【故事15•摇滚与酒精】
Photoed by Jerry在和达哥灌了两瓶真露,在海边又喝了一肚子海风之后,打了辆Uber回酒店,在路上司机放着《Don't break my heart》和《无地自容》,一路狂飙仿佛回到了宿舍。
当时莫和宝益还住在宿舍,经常是在《It's my life》中入睡,在《国际歌》中清醒。

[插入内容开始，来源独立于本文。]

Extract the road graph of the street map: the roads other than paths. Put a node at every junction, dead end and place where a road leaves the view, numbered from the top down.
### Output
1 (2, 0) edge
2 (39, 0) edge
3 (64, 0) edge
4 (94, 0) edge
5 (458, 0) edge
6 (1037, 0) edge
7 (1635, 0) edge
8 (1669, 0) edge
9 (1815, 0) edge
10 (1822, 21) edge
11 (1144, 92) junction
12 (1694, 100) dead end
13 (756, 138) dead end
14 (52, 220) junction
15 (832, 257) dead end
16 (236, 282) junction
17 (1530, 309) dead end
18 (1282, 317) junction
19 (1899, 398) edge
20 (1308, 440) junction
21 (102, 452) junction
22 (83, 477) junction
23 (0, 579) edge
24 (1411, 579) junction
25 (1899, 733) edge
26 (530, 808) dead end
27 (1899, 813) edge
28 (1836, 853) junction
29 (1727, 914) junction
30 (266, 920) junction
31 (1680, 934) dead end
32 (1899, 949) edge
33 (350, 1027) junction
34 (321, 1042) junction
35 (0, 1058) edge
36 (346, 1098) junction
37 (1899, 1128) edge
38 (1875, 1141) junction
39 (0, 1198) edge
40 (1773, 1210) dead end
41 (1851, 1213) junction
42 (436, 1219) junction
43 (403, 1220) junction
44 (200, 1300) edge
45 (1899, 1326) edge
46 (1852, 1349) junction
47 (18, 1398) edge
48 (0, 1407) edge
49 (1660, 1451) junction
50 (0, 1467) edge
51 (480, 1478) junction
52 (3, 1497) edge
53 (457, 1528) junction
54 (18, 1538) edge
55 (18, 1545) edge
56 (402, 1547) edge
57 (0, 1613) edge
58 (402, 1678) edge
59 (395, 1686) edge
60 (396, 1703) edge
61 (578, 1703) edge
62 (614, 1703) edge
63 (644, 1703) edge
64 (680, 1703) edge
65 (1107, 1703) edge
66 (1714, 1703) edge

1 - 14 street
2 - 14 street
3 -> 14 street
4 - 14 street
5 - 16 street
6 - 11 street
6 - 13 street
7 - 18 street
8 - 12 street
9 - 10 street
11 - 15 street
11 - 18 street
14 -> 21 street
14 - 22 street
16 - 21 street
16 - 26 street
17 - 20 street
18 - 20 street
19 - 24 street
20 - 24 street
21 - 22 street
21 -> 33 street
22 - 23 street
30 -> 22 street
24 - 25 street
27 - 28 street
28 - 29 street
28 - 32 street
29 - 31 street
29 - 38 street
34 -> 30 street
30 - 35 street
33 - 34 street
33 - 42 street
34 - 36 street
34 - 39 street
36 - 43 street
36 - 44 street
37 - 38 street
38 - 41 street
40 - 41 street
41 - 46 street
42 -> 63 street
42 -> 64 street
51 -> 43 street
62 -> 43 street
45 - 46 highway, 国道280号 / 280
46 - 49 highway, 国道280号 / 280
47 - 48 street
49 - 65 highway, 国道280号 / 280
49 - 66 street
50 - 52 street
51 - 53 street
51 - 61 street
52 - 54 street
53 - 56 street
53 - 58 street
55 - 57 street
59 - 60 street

那是在晚上经常搬来浩睿的哈曼卡顿,放着鲍勃•迪伦和披头士,我们想象着未来开着老式大众旅行车飞奔在318国道上寻找着不存在的真理与自由。经常嘲笑着喝多了就发了疯的浩睿。但是就爱和这个人一起喝酒,听着讲一堆听不懂的佛洛依德和尼采,面红耳赤的争论着相对主义和绝对主义。
还记得大一的时候因为宿舍的音响开得太大而互相凿墙。
还记得刚刚开学的时候在宿舍门口贴的痛仰的海报,那次不曾去过草莓。
“你们这个年纪应该都不听这种这种歌了。”司机和我们说,我笑笑,我们年轻我但是我们也要摇滚。
要滚就像酒一样,随着岁月随着经历慢慢发酵。